Share via


ai_extract function

Applies to: check marked yes Databricks SQL check marked yes Databricks Runtime

Important

This functionality is in Public Preview and HIPAA compliant.

During the preview:

The ai_extract() function extracts structured data from text and documents according to a schema you provide. You can use simple field names for basic extraction, or define complex schemas with nested objects, arrays, type validation, and field descriptions for business documents like invoices, contracts, and financial filings.

The function accepts text or VARIANT output from other AI functions like ai_parse_document, enabling composable workflows for end-to-end document processing.

For a visual UI to validate and iterate on the results of ai_extract, see Information Extraction.

Requirements

Apache 2.0 license

The underlying models that might be used at this time are licensed under the Apache 2.0 License, Copyright © The Apache Software Foundation. Customers are responsible for ensuring compliance with applicable model licenses.
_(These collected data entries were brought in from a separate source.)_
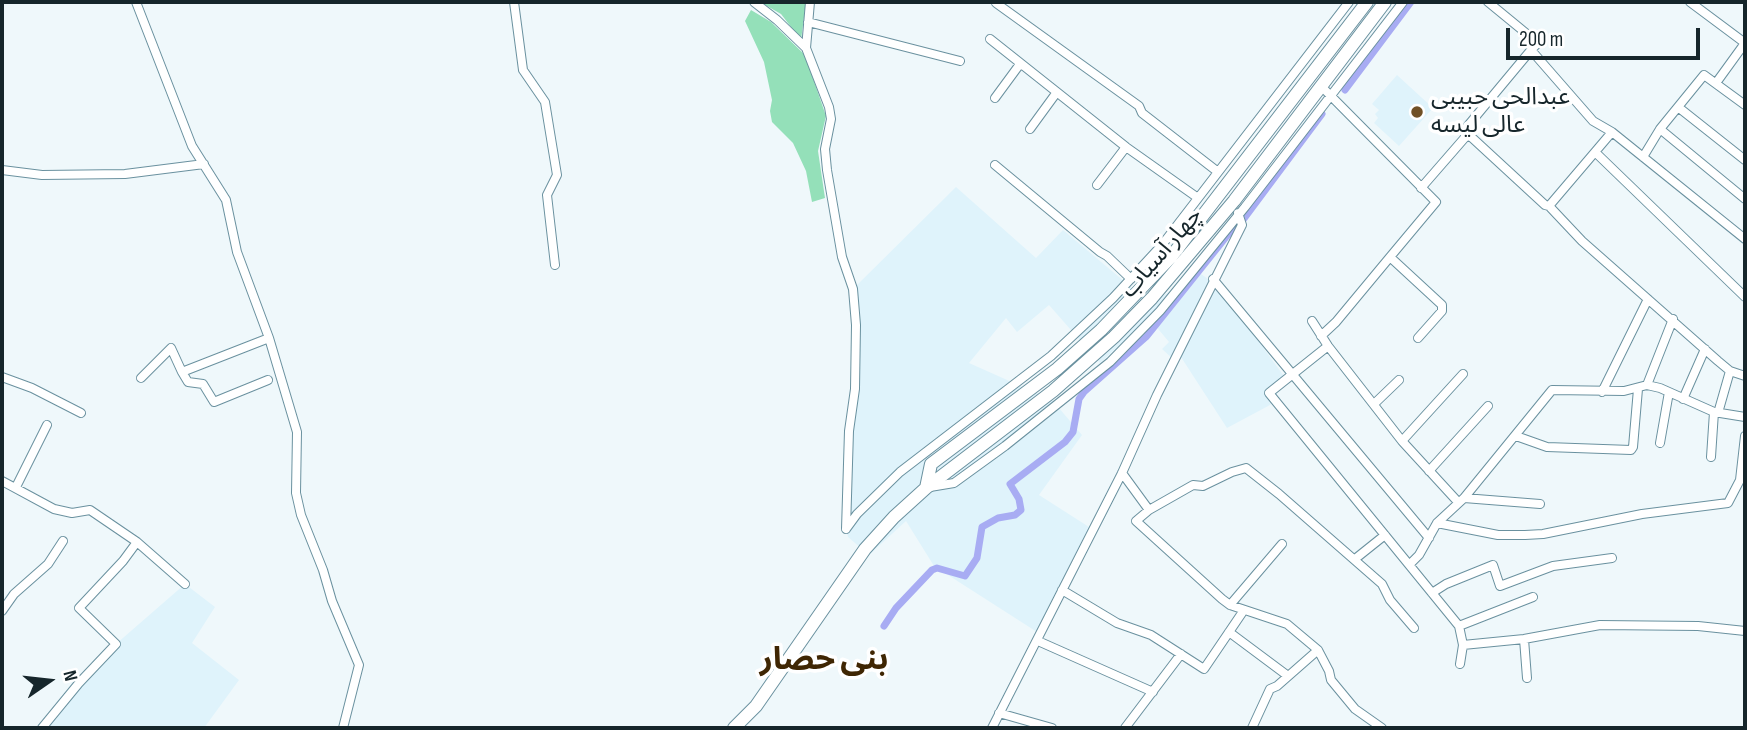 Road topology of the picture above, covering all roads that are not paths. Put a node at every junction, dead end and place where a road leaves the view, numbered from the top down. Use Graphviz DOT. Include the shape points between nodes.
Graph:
graph roads {
  1 [pos="136,2"];
  2 [pos="514,2"];
  3 [pos="754,2"];
  4 [pos="810,2"];
  5 [pos="1349,2"];
  6 [pos="1367,2"];
  7 [pos="1385,2"];
  8 [pos="1404,2"];
  9 [pos="1488,2"];
  10 [pos="1690,2"];
  11 [pos="996,3"];
  12 [pos="808,22"];
  13 [pos="990,40"];
  14 [pos="1745,43"];
  15 [pos="806,48"];
  16 [pos="1531,50"];
  17 [pos="960,61"];
  18 [pos="1020,64"];
  19 [pos="1716,83"];
  20 [pos="1321,86"];
  21 [pos="1057,92"];
  22 [pos="1331,95"];
  23 [pos="995,97"];
  24 [pos="1745,105"];
  25 [pos="1678,107"];
  26 [pos="1030,129"];
  27 [pos="1660,129"];
  28 [pos="1612,132"];
  29 [pos="1468,134"];
  30 [pos="1126,147"];
  31 [pos="1595,152"];
  32 [pos="1643,157"];
  33 [pos="1745,160"];
  34 [pos="204,164"];
  35 [pos="995,165"];
  36 [pos="2,170"];
  37 [pos="1217,172"];
  38 [pos="1097,185"];
  39 [pos="1421,188"];
  40 [pos="1198,198"];
  41 [pos="1745,199"];
  42 [pos="1234,201"];
  43 [pos="1549,206"];
  44 [pos="1238,215"];
  45 [pos="1745,239"];
  46 [pos="1390,257"];
  47 [pos="555,265"];
  48 [pos="1131,279"];
  49 [pos="1213,279"];
  50 [pos="1745,297"];
  51 [pos="1648,299"];
  52 [pos="1673,319"];
  53 [pos="1312,321"];
  54 [pos="1321,336"];
  55 [pos="269,338"];
  56 [pos="1418,338"];
  57 [pos="1328,346"];
  58 [pos="1704,349"];
  59 [pos="1730,371"];
  60 [pos="182,372"];
  61 [pos="1463,374"];
  62 [pos="1291,376"];
  63 [pos="1745,376"];
  64 [pos="2,377"];
  65 [pos="141,378"];
  66 [pos="268,380"];
  67 [pos="1399,380"];
  68 [pos="1647,385"];
  69 [pos="1637,389"];
  70 [pos="1602,392"];
  71 [pos="1669,392"];
  72 [pos="1683,399"];
  73 [pos="1374,404"];
  74 [pos="1488,406"];
  75 [pos="1716,412"];
  76 [pos="81,413"];
  77 [pos="1745,417"];
  78 [pos="47,425"];
  79 [pos="1516,436"];
  80 [pos="1745,436"];
  81 [pos="1402,441"];
  82 [pos="1660,443"];
  83 [pos="1711,457"];
  84 [pos="927,459"];
  85 [pos="1429,471"];
  86 [pos="1122,473"];
  87 [pos="1743,480"];
  88 [pos="2,481"];
  89 [pos="16,487"];
  90 [pos="926,488"];
  91 [pos="1461,500"];
  92 [pos="1540,504"];
  93 [pos="1149,510"];
  94 [pos="1437,523"];
  95 [pos="1385,536"];
  96 [pos="1429,538"];
  97 [pos="63,541"];
  98 [pos="137,542"];
  99 [pos="1282,544"];
  100 [pos="1612,558"];
  101 [pos="1355,559"];
  102 [pos="1410,565"];
  103 [pos="185,584"];
  104 [pos="1062,590"];
  105 [pos="1432,593"];
  106 [pos="1533,597"];
  107 [pos="1230,605"];
  108 [pos="1244,610"];
  109 [pos="2,611"];
  110 [pos="1459,626"];
  111 [pos="1415,628"];
  112 [pos="1745,631"];
  113 [pos="1229,632"];
  114 [pos="1524,639"];
  115 [pos="1038,640"];
  116 [pos="1463,645"];
  117 [pos="1318,650"];
  118 [pos="1181,654"];
  119 [pos="1460,664"];
  120 [pos="1289,676"];
  121 [pos="1527,678"];
  122 [pos="1153,692"];
  123 [pos="999,713"];
  124 [pos="42,728"];
  125 [pos="343,728"];
  126 [pos="734,728"];
  127 [pos="992,728"];
  128 [pos="1052,728"];
  129 [pos="1125,728"];
  130 [pos="1252,728"];
  131 [pos="1382,728"];
  1 -- 34 [label="street" via="192,146"];
  2 -- 47 [label="street" via="523,70 545,102 557,175 547,195"];
  3 -- 15 [label="street"];
  4 -- 12 [label="street"];
  5 -- 37 [label="street"];
  6 -- 84 [label="highway, چهار آسیاب" via="1145,285 1057,369"];
  7 -- 20 [label="highway, چهار آسیاب"];
  8 -- 22 [label="street"];
  9 -- 16 [label="street" via="1538,43"];
  10 -- 14 [label="street"];
  11 -- 37 [label="street" via="1139,106"];
  12 -- 15 [label="street"];
  12 -- 17 [label="street"];
  13 -- 18 [label="street"];
  14 -- 19 [label="street"];
  15 -- 84 [label="street" via="829,107 827,170 842,257 853,289 856,325 846,529 883,489"];
  16 -- 28 [label="street" via="1593,121"];
  16 -- 29 [label="street" via="1466,128"];
  18 -- 21 [label="street"];
  18 -- 23 [label="street"];
  19 -- 24 [label="street"];
  19 -- 25 [label="street" via="1704,75"];
  20 -- 22 [label="street"];
  20 -- 42 [label="highway, چهار آسیاب"];
  21 -- 26 [label="street"];
  21 -- 30 [label="street"];
  22 -- 39 [label="street"];
  22 -- 44 [label="street"];
  25 -- 27 [label="street"];
  25 -- 33 [label="street"];
  27 -- 32 [label="street"];
  27 -- 41 [label="street"];
  28 -- 31 [label="street"];
  28 -- 32 [label="street"];
  29 -- 39 [label="street"];
  29 -- 43 [label="street"];
  30 -- 38 [label="street"];
  30 -- 40 [label="street"];
  31 -- 43 [label="street"];
  31 -- 50 [label="street"];
  32 -- 45 [label="street"];
  34 -- 36 [label="street" via="125,174 42,175"];
  34 -- 55 [label="street" via="226,200 237,252"];
  35 -- 48 [label="street"];
  37 -- 40 [label="street"];
  39 -- 46 [label="street" via="1436,202"];
  40 -- 48 [label="street"];
  42 -- 44 [label="street"];
  42 -- 90 [label="highway, چهار آسیاب" via="1114,338"];
  43 -- 51 [label="street" via="1582,242"];
  44 -- 49 [label="street" via="1242,225"];
  44 -- 90 [label="street" via="1160,311 1110,362 954,483"];
  46 -- 54 [label="street"];
  46 -- 56 [label="street" via="1442,305 1442,311"];
  48 -- 84 [label="street" via="1051,356"];
  49 -- 62 [label="street"];
  49 -- 86 [label="street"];
  51 -- 52 [label="street"];
  51 -- 70 [label="street"];
  52 -- 58 [label="street"];
  52 -- 68 [label="street"];
  53 -- 54 [label="street"];
  54 -- 57 [label="street"];
  55 -- 60 [label="street"];
  55 -- 125 [label="street" via="297,432 296,493 301,515 359,665"];
  57 -- 62 [label="street"];
  57 -- 73 [label="street"];
  58 -- 59 [label="street"];
  58 -- 72 [label="street"];
  59 -- 63 [label="street"];
  59 -- 75 [label="street"];
  60 -- 65 [label="street" via="171,348"];
  60 -- 66 [label="street" via="188,382 203,384 214,402"];
  61 -- 81 [label="street"];
  62 -- 95 [label="street" via="1269,393"];
  62 -- 96 [label="street"];
  64 -- 76 [label="street"];
  67 -- 73 [label="street"];
  68 -- 69 [label="street"];
  68 -- 71 [label="street"];
  69 -- 70 [label="street"];
  69 -- 79 [label="street" via="1631,450 1547,447"];
  70 -- 79 [label="street" via="1552,390"];
  71 -- 72 [label="street"];
  71 -- 82 [label="street"];
  72 -- 75 [label="street"];
  73 -- 81 [label="street"];
  74 -- 85 [label="street"];
  75 -- 77 [label="street"];
  75 -- 83 [label="street"];
  78 -- 89 [label="street"];
  79 -- 91 [label="street"];
  80 -- 87 [label="street"];
  81 -- 85 [label="street"];
  84 -- 90 [label="highway"];
  85 -- 91 [label="street"];
  86 -- 93 [label="street"];
  86 -- 104 [label="street"];
  87 -- 94 [label="street" via="1728,503 1543,534 1498,535"];
  88 -- 89 [label="street"];
  89 -- 98 [label="street" via="54,509 90,510"];
  90 -- 126 [label="highway, چهار آسیاب" via="865,549 769,687"];
  91 -- 92 [label="street"];
  91 -- 94 [label="street"];
  93 -- 101 [label="street" via="1193,485 1203,486 1246,468"];
  93 -- 107 [label="street" via="1136,521"];
  94 -- 96 [label="street"];
  95 -- 101 [label="street"];
  95 -- 102 [label="street"];
  96 -- 102 [label="street"];
  97 -- 109 [label="street" via="48,564"];
  98 -- 103 [label="street"];
  98 -- 124 [label="street" via="79,608 116,644"];
  99 -- 107 [label="street"];
  100 -- 105 [label="street" via="1553,566 1500,586 1493,565"];
  101 -- 111 [label="street" via="1382,584"];
  102 -- 105 [label="street"];
  104 -- 115 [label="street"];
  104 -- 118 [label="street" via="1117,624 1152,635"];
  105 -- 110 [label="street"];
  106 -- 110 [label="street"];
  107 -- 108 [label="street"];
  108 -- 113 [label="street"];
  108 -- 117 [label="street" via="1287,624"];
  110 -- 116 [label="street"];
  112 -- 114 [label="street" via="1600,625"];
  113 -- 118 [label="street" via="1204,669"];
  113 -- 120 [label="street"];
  114 -- 116 [label="street"];
  114 -- 121 [label="street"];
  115 -- 122 [label="street"];
  115 -- 123 [label="street"];
  116 -- 119 [label="street"];
  117 -- 120 [label="street"];
  117 -- 131 [label="street" via="1331,680 1355,709"];
  118 -- 122 [label="street"];
  120 -- 130 [label="street" via="1270,689"];
  122 -- 129 [label="street"];
  123 -- 127 [label="street"];
  123 -- 128 [label="street"];
} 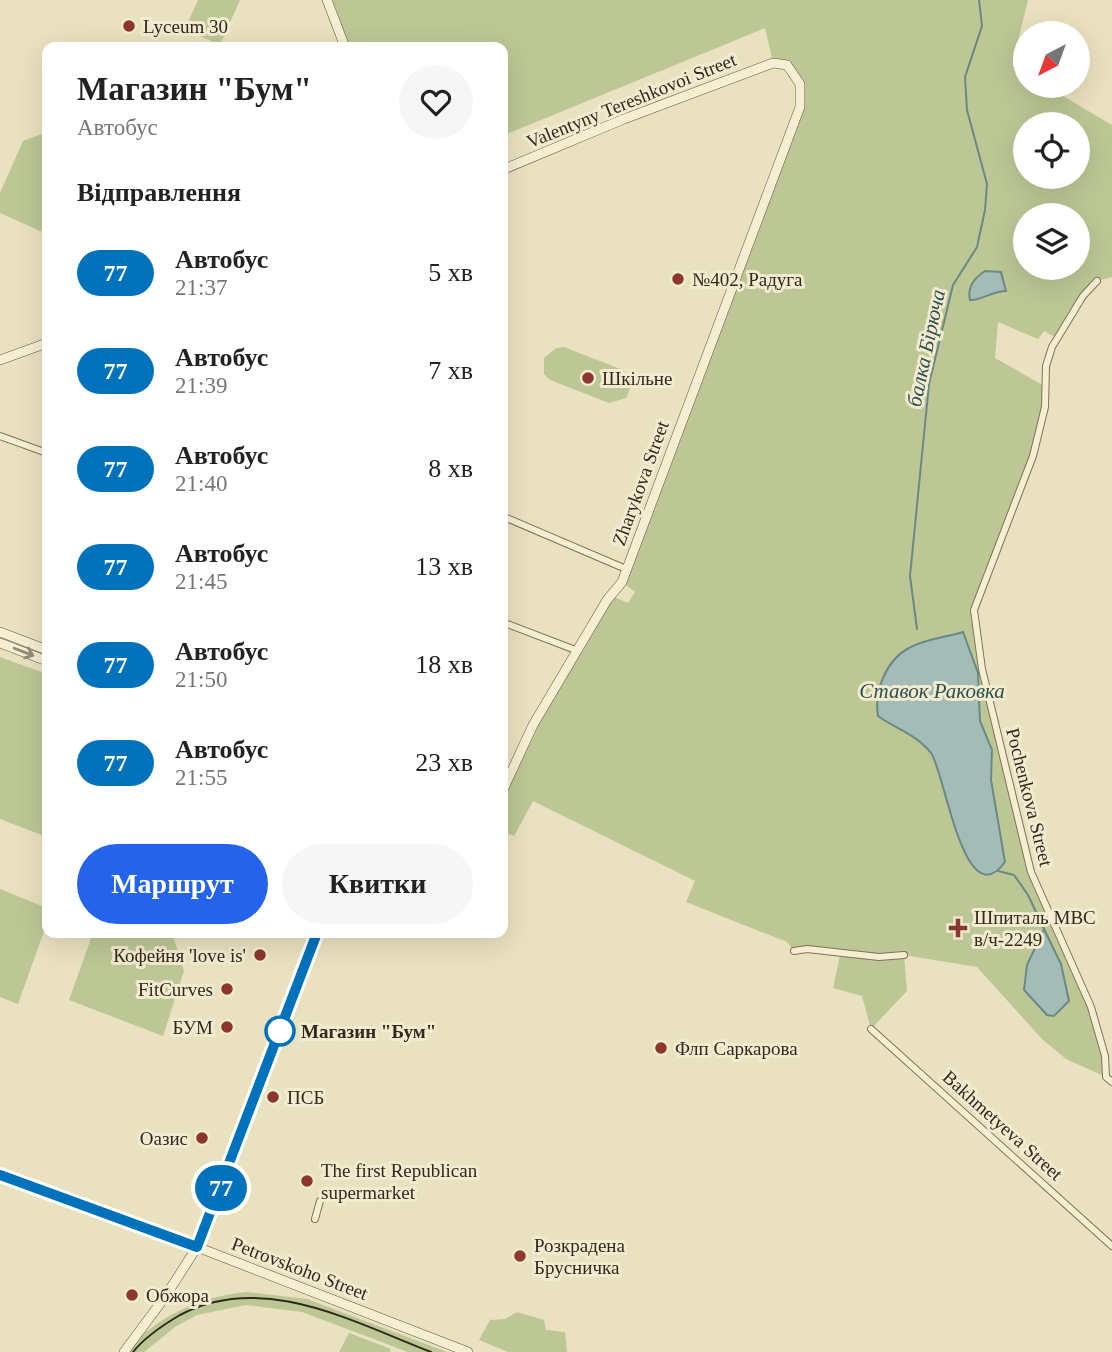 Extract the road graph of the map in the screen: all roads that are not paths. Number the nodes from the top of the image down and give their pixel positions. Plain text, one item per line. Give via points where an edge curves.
1 (327, 0) edge
2 (343, 42) edge
3 (773, 63) joint
4 (508, 167) edge
5 (1097, 281) dead end
6 (42, 345) edge
7 (0, 360) edge
8 (0, 436) edge
9 (42, 451) edge
10 (508, 519) edge
11 (626, 569) junction
12 (508, 624) edge
13 (0, 632) edge
14 (0, 643) edge
15 (42, 648) edge
16 (578, 651) junction
17 (42, 659) edge
18 (508, 779) edge
19 (315, 938) edge
20 (794, 951) dead end
21 (904, 955) dead end
22 (871, 1029) dead end
23 (1112, 1082) edge
24 (0, 1175) edge
25 (320, 1200) dead end
26 (315, 1219) dead end
27 (1112, 1246) edge
28 (197, 1247) junction
29 (124, 1352) edge
30 (468, 1352) edge

1 - 2 street
3 - 4 street, Valentyny Tereshkovoi Street
3 - 11 street, Zharykova Street via 787,65 800,83 800,107
5 - 23 street, Pochenkova Street via 1052,348 1033,456 974,610 982,668 1031,872 1091,1007
6 - 7 street
8 - 9 street
10 - 11 street
11 - 16 street, Zharykova Street
12 - 16 street
13 - 15 street
14 -> 17 street
16 - 18 street, Zharykova Street via 533,725
19 - 28 street
20 - 21 street
22 - 27 street, Bakhmetyeva Street
24 - 28 street, Petrovskoho Street
25 - 26 street
28 - 29 street
28 - 30 street, Petrovskoho Street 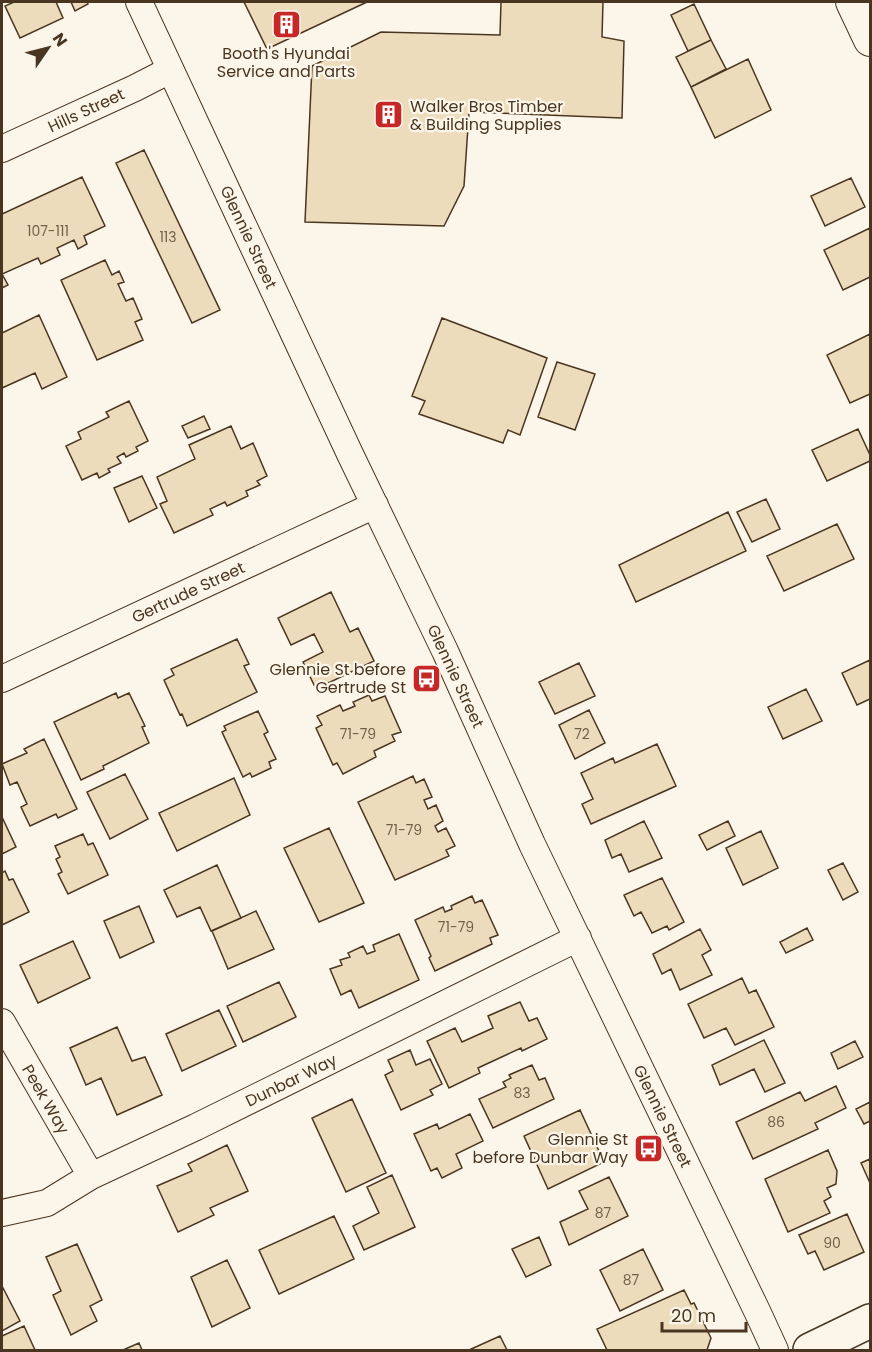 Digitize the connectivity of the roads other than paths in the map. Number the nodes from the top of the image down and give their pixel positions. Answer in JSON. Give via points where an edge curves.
{"nodes":[{"id":1,"x":139,"y":2,"type":"edge"},
{"id":2,"x":852,"y":2,"type":"edge"},
{"id":3,"x":870,"y":40,"type":"edge"},
{"id":4,"x":170,"y":70,"type":"junction"},
{"id":5,"x":2,"y":149,"type":"edge"},
{"id":6,"x":375,"y":505,"type":"junction"},
{"id":7,"x":2,"y":679,"type":"edge"},
{"id":8,"x":578,"y":938,"type":"junction"},
{"id":9,"x":2,"y":1022,"type":"edge"},
{"id":10,"x":91,"y":1176,"type":"junction"},
{"id":11,"x":2,"y":1213,"type":"edge"},
{"id":12,"x":870,"y":1321,"type":"edge"},
{"id":13,"x":775,"y":1350,"type":"edge"},
{"id":14,"x":810,"y":1350,"type":"edge"}],
"edges":[{"from":1,"to":4,"type":"street","name":"Glennie Street"},
{"from":2,"to":3,"type":"street"},
{"from":4,"to":5,"type":"street","name":"Hills Street"},
{"from":4,"to":6,"type":"street","name":"Glennie Street"},
{"from":6,"to":7,"type":"street","name":"Gertrude Street"},
{"from":6,"to":8,"type":"street","name":"Glennie Street"},
{"from":8,"to":10,"type":"street","name":"Dunbar Way"},
{"from":8,"to":13,"type":"street","name":"Glennie Street"},
{"from":9,"to":10,"type":"street","name":"Peek Way"},
{"from":10,"to":11,"type":"street","name":"Dunbar Way","via":[[47,1203]]},
{"from":12,"to":14,"type":"main road"}]} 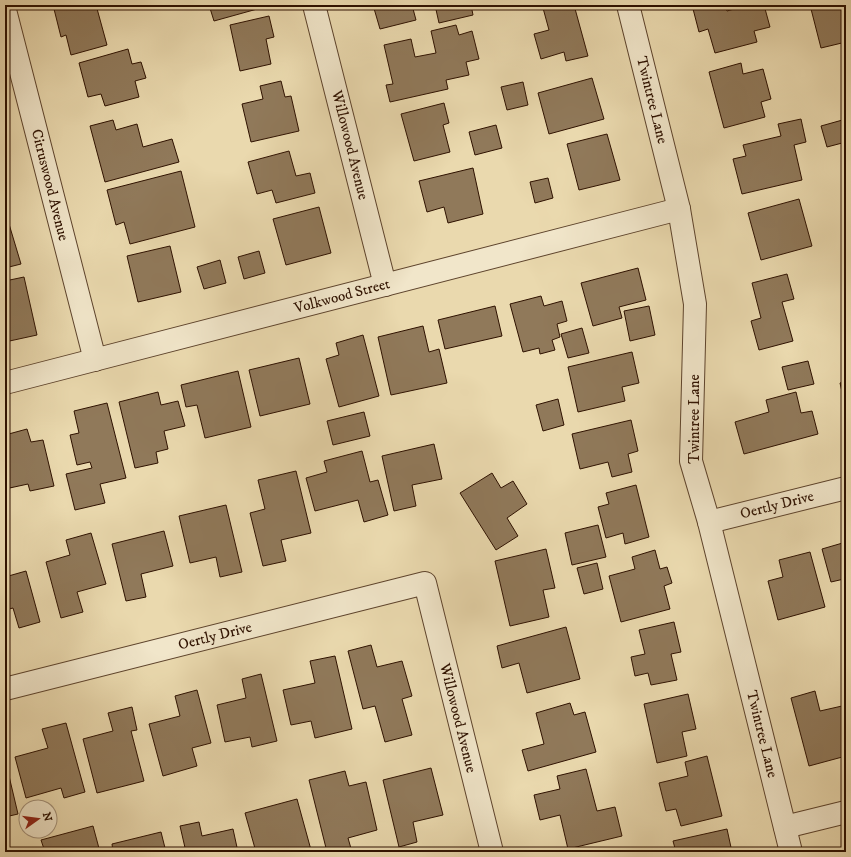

Databricks recommends reviewing these licenses to ensure compliance with any applicable terms. If models emerge in the future that perform better according to Databricks's internal benchmarks, Databricks might change the model (and the list of applicable licenses provided on this page).

The model powering this function is made available using Model Serving Foundation Model APIs. See Applicable model terms for information about which models are available on Databricks and the licenses and policies that govern the use of those models.

If models emerge in the future that perform better according to Databricks's internal benchmarks, Databricks may change the models and update the documentation.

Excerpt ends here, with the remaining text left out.